Alejandro is a truly exceptional tenor and is no stranger to the role of Canio having performed it at Teatro de la Zarzuela of Madrid and Opera na Zamku, Szczecin Zamek. Roy also has performed under the direction of Festival Creative Director Dieter Kaegi at Festival Puccini as Mario Cavaradossi in Tosca. Alejandro was born in Asturias (Spain). Alejandro studied in Florence with the great mezzo soprano Fedora Barbieri. Barbieri performed from 1940-2000 making her one of the longest ever active Opera Singers. In 2014 he was awarded at the 9th edition of the Premios Líricos Teatro Campoamor with the prize for the best Spanish opera singer for his performances of the opera Curro Vargas.

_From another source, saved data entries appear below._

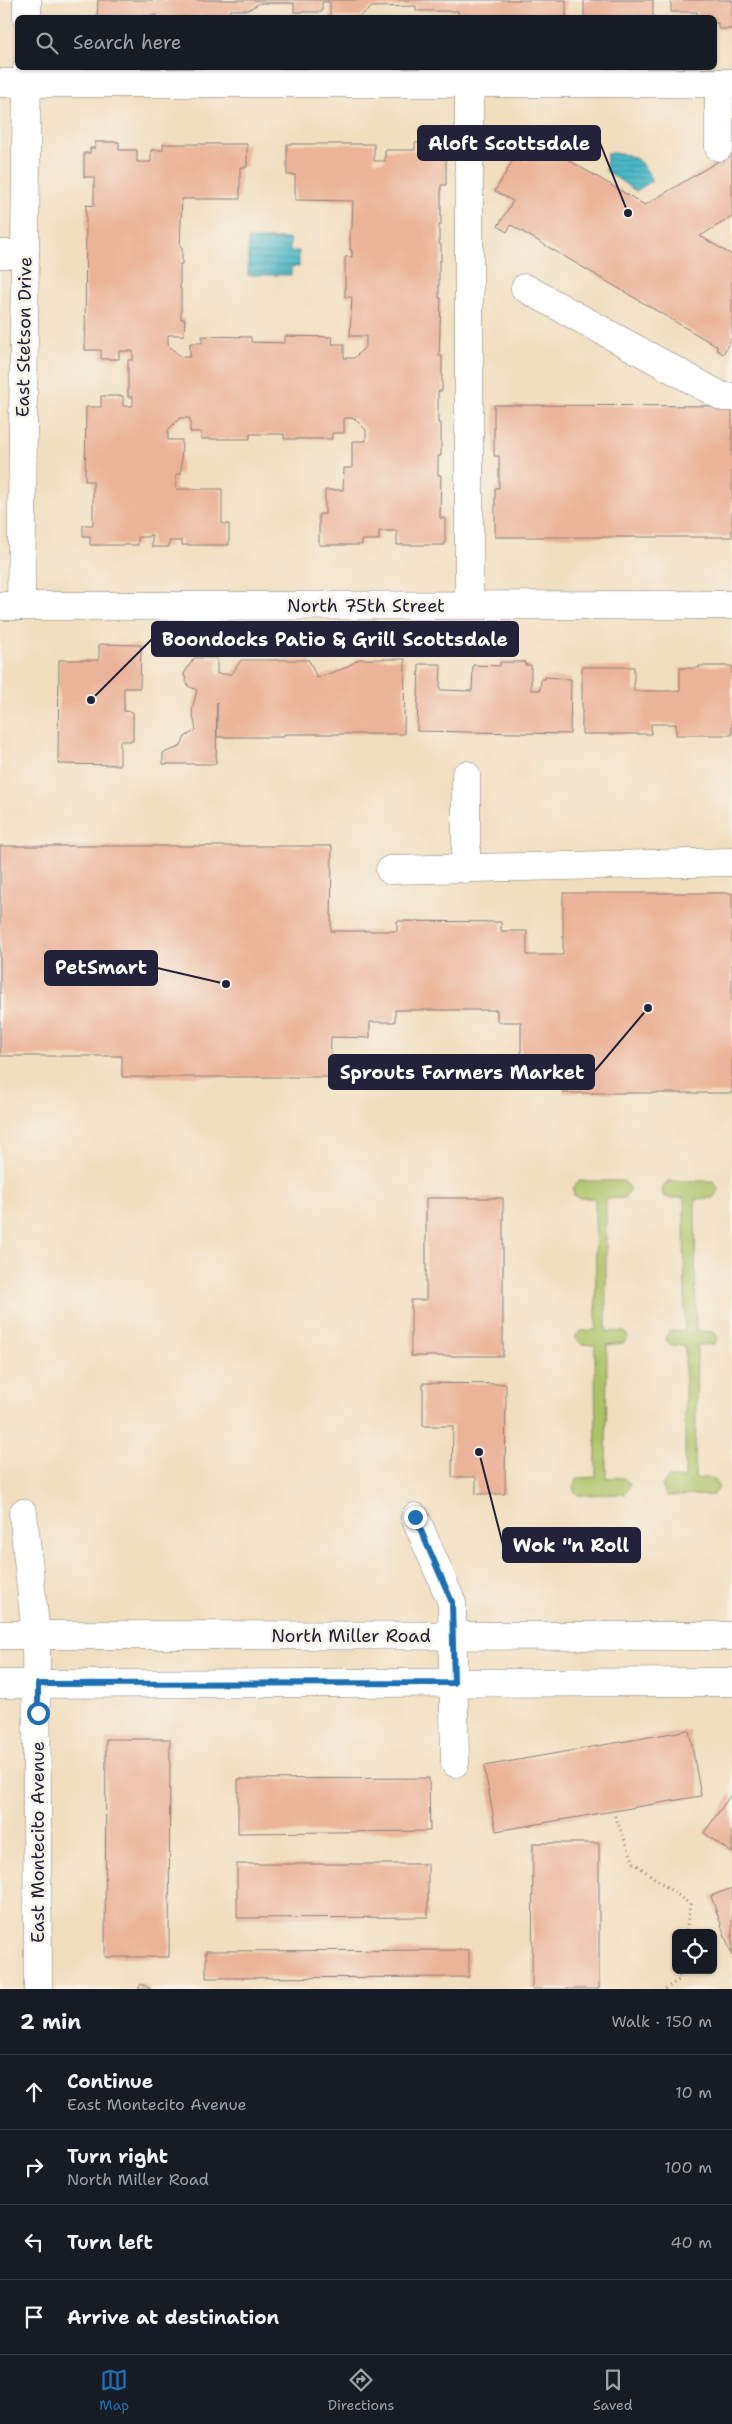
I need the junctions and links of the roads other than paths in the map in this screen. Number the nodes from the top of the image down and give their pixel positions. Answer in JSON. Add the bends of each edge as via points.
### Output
{"nodes":[{"id":1,"x":27,"y":0,"type":"edge"},
{"id":2,"x":27,"y":15,"type":"edge"},
{"id":3,"x":27,"y":76,"type":"edge"},
{"id":4,"x":0,"y":84,"type":"edge"},
{"id":5,"x":468,"y":84,"type":"junction"},
{"id":6,"x":725,"y":84,"type":"edge"},
{"id":7,"x":719,"y":147,"type":"dead end"},
{"id":8,"x":12,"y":254,"type":"edge"},
{"id":9,"x":525,"y":288,"type":"dead end"},
{"id":10,"x":732,"y":397,"type":"edge"},
{"id":11,"x":11,"y":431,"type":"edge"},
{"id":12,"x":470,"y":605,"type":"junction"},
{"id":13,"x":732,"y":605,"type":"edge"},
{"id":14,"x":10,"y":606,"type":"edge"},
{"id":15,"x":466,"y":775,"type":"dead end"},
{"id":16,"x":732,"y":862,"type":"edge"},
{"id":17,"x":466,"y":868,"type":"junction"},
{"id":18,"x":390,"y":870,"type":"dead end"},
{"id":19,"x":23,"y":1514,"type":"dead end"},
{"id":20,"x":415,"y":1517,"type":"dead end"},
{"id":21,"x":0,"y":1635,"type":"edge"},
{"id":22,"x":36,"y":1635,"type":"junction"},
{"id":23,"x":732,"y":1636,"type":"edge"},
{"id":24,"x":454,"y":1637,"type":"junction"},
{"id":25,"x":732,"y":1682,"type":"edge"},
{"id":26,"x":454,"y":1683,"type":"junction"},
{"id":27,"x":0,"y":1684,"type":"edge"},
{"id":28,"x":38,"y":1684,"type":"junction"},
{"id":29,"x":456,"y":1763,"type":"dead end"},
{"id":30,"x":38,"y":1989,"type":"edge"}],
"edges":[{"from":1,"to":2,"type":"street"},
{"from":3,"to":4,"type":"street"},
{"from":3,"to":5,"type":"street"},
{"from":3,"to":8,"type":"street","name":"East Stetson Drive"},
{"from":5,"to":6,"type":"street"},
{"from":5,"to":12,"type":"street"},
{"from":6,"to":7,"type":"street"},
{"from":8,"to":11,"type":"street","name":"East Stetson Drive"},
{"from":9,"to":10,"type":"street","via":[[723,397]]},
{"from":11,"to":14,"type":"street","name":"East Stetson Drive"},
{"from":12,"to":13,"type":"street","name":"North 75th Street"},
{"from":12,"to":14,"type":"street","name":"North 75th Street"},
{"from":15,"to":17,"type":"street"},
{"from":16,"to":17,"type":"street"},
{"from":17,"to":18,"type":"street"},
{"from":19,"to":22,"type":"street","name":"East Montecito Avenue"},
{"from":20,"to":24,"type":"street","via":[[452,1602]]},
{"from":21,"to":22,"type":"street","name":"North Miller Road"},
{"from":22,"to":24,"type":"street","name":"North Miller Road"},
{"from":22,"to":28,"type":"street","name":"East Montecito Avenue"},
{"from":23,"to":24,"type":"street","name":"North Miller Road"},
{"from":24,"to":26,"type":"street"},
{"from":25,"to":26,"type":"street"},
{"from":26,"to":28,"type":"street"},
{"from":26,"to":29,"type":"street"},
{"from":27,"to":28,"type":"street"},
{"from":28,"to":30,"type":"street","name":"East Montecito Avenue"}]}
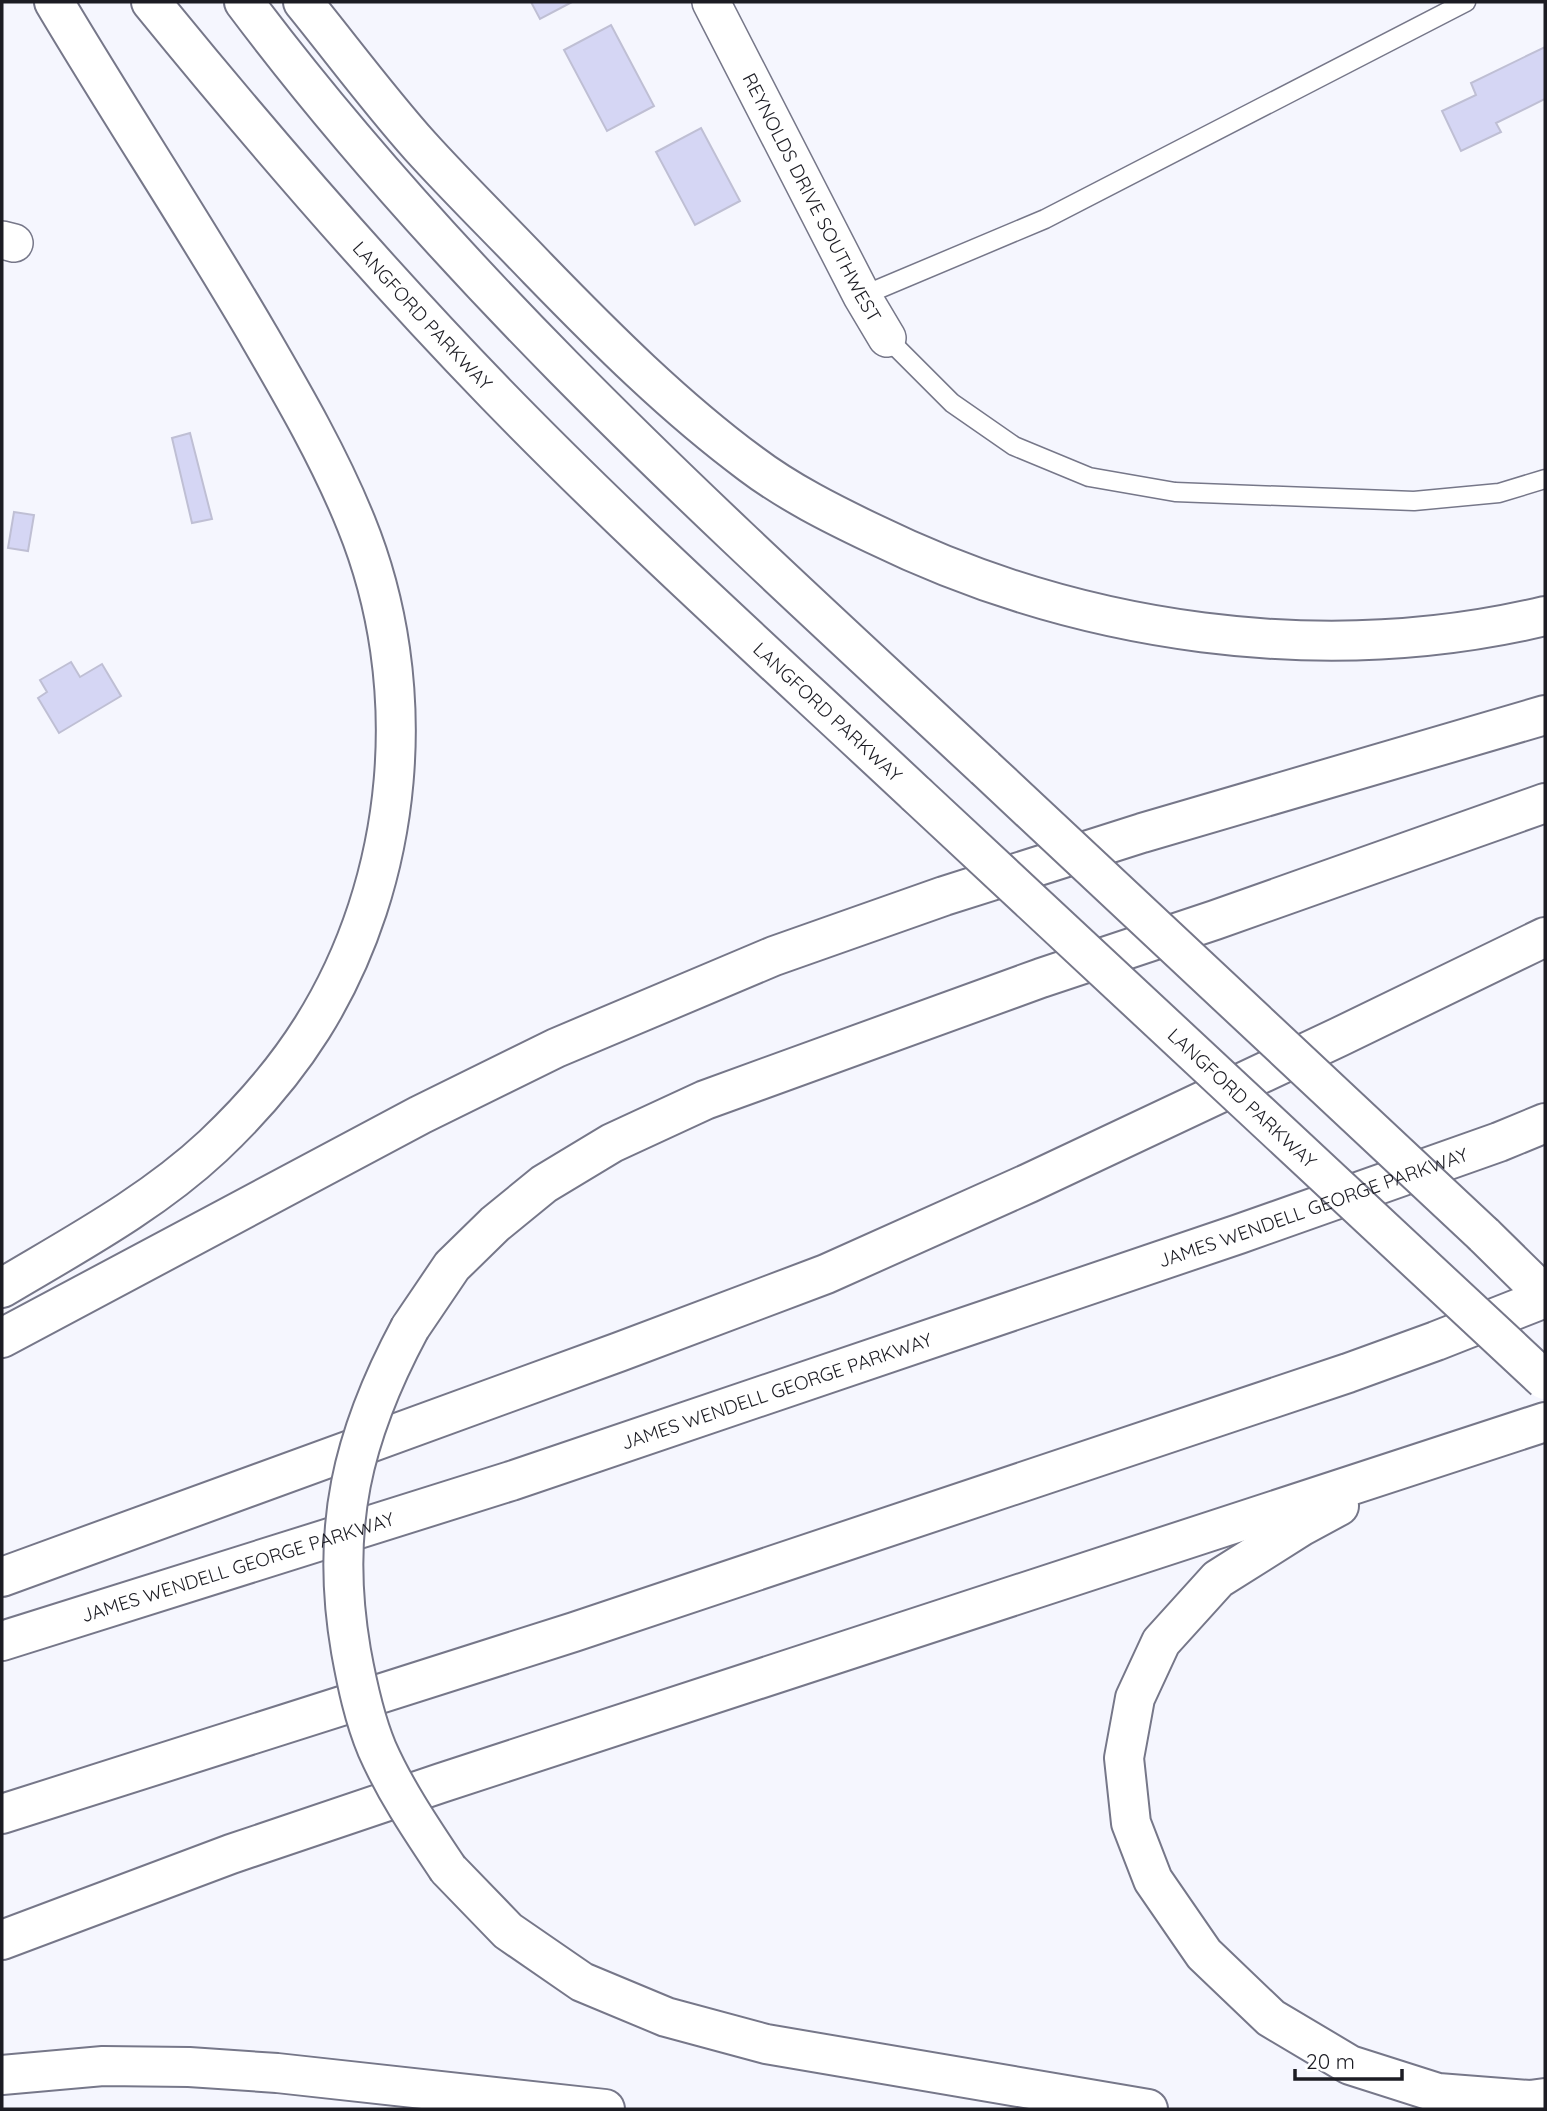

We wouldn’t normally include such a long quotation, but when someone reviews a member of your cast like El Mundo did you feel obliged. In 2016 they wrote of Roy’s performance of Canio,
“the Asturian tenor Alejandro Roy, a true protagonist in his double role of Canio and Turiddu, has stood out. His voice has undergone a transformation from a lyrical-light tone, which he had in past seasons, to a marked dramatic character of tenore di forza, demonstrating a strong power and decisive thrust in the central octave and in the bass of his tessitura. Thus, his interventions were a true experience for the listener, who could admire how the word acquired all its preponderance given its boast of diction, which reached maximum expression in this constant situation of being comfortably in that reviled style of the aria d’urlo that these operas demand, knowing how to dose and emit with certain musicality.”
Needless to say, we are ecstatic to have confirmed such a talent for the 2020 Blackwater Valley Opera Festival. Pagliacci will see Alejandro joined on stage by Solen Mainguené, Leonardo Galeazzi, John Porter, Matteo Loi as well as an expanded Chorus comprising of 16 students from Dublin Institute of Technology’s Conservatory of Music and Drama.
The creative team for our double bill consists once again of Dieter Kaegi (BVOF co-founder and Artistic Director) working alongside director Pierre-Emmanuel Rousseau. Acclaimed conductor Darren Hargan will raise his baton again (this time over an expanded orchestra) at Lismore Castle following his engagement in Don Pasquale at the 2019 Festival.
We would like to thank the John Pollard Foundation who made this possible with their generous production sponsorship.